I am also a lawyer, although I never wanted to be a “real” lawyer. When I was a young professional, getting a master’s degree in public health focusing on health policy, my mentors were attorneys and I coveted their knowledge. (Of course, this was in DC, where basically everyone is a lawyer!). Even though much of law school turned out to be the least intellectually stimulating years of my life, it taught me how to think in a different way. I think the training in our adversarial legal system also suited what my husband lovingly refers to as my “professional rage.” I am often struck by how much I use battle language—talking about the fight for policies to support the most overburdened and under-resourced among us. But to me, in our current environment, that is what policy work is: a knock-down, drag-out fight.

But to me, in our current environment, that is what policy work is: a knock-down, drag-out fight.

In addition to all of my concerns and fears over the state of our country, I will confess that I find myself intensely uneasy about the next chapter professionally. The outcome of the elections, presidential and congressional, will play an outsized role in shaping our strategy for advancing policies that serve young children and their families. Will it be a time of hope, excitement, creativity, and productivity? Or will it continue to be a fight? I work hard to remind myself that there are gradations; as a mentor of mine often says to me, “Jo, beware the binary.” There can be small victories in challenging times. There can be setbacks under the best administrations. This is the attitude that I am really hoping to bring to my work.

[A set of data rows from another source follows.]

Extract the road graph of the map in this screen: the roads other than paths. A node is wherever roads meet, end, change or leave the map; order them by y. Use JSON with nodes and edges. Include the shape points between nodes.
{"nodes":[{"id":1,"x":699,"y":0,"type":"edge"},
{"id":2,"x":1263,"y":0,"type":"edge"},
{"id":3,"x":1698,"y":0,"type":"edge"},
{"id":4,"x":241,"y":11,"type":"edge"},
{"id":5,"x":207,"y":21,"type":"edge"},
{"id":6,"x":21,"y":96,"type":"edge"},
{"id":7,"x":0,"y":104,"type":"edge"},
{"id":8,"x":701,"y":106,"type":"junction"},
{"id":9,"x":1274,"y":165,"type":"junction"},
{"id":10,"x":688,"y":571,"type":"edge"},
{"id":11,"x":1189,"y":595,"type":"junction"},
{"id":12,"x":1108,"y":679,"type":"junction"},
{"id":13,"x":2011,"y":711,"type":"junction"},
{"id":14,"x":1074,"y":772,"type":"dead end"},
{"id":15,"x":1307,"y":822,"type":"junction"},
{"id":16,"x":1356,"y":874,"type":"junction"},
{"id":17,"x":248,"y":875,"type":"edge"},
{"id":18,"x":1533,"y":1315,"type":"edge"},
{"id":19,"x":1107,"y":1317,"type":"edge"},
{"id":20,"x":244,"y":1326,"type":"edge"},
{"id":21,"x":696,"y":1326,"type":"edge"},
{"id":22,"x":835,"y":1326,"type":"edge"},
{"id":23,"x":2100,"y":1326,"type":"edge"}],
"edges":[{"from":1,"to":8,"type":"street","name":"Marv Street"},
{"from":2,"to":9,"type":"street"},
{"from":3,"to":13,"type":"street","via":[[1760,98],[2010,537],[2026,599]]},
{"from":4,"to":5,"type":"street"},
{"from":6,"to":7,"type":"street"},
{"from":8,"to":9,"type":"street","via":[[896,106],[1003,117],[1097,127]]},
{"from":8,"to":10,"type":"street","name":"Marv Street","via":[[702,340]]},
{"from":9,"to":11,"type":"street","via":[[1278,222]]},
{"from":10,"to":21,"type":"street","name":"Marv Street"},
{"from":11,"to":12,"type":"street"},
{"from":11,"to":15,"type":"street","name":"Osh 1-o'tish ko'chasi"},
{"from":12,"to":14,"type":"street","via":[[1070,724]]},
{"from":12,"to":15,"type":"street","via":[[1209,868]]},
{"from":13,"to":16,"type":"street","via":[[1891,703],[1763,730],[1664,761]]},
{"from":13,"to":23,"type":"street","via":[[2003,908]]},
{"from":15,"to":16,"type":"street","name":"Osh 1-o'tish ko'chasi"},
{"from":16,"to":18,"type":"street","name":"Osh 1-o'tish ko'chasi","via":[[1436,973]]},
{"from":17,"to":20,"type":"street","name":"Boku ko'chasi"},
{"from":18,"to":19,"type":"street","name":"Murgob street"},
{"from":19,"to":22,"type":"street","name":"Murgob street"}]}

Oddly, perhaps, what comforts me is the shared sense of deep disappointment and rage that I feel among so many who are with me in this fight. While I don’t always feel optimistic about my ability to contribute to making the changes we need to see in this country, I am heartened and encouraged by the passionate voices that surround me.

The other thing that helps me immensely is stories from HealthySteps families. I keep going back to one story from a provider at Montefiore [Health System, Bronx, NY] who shared a heartbreaking anecdote about a mother who came in with her baby and young child; the family was starving. The fact that this can happen once, let alone that it happens continuously and systematically in the richest country in the world, boggles the mind. But these stories are immensely motivating to me because when that family walked into Montefiore they were starving, and when they left they had baby formula and a connection to a food bank. Sometimes policy work can feel very disconnected from the people we are trying to help and the systems we are trying to change. Both ZERO TO THREE and HealthySteps do a tremendous job at reminding all of us, regardless of our job duties and functions, why we are all here fighting for babies.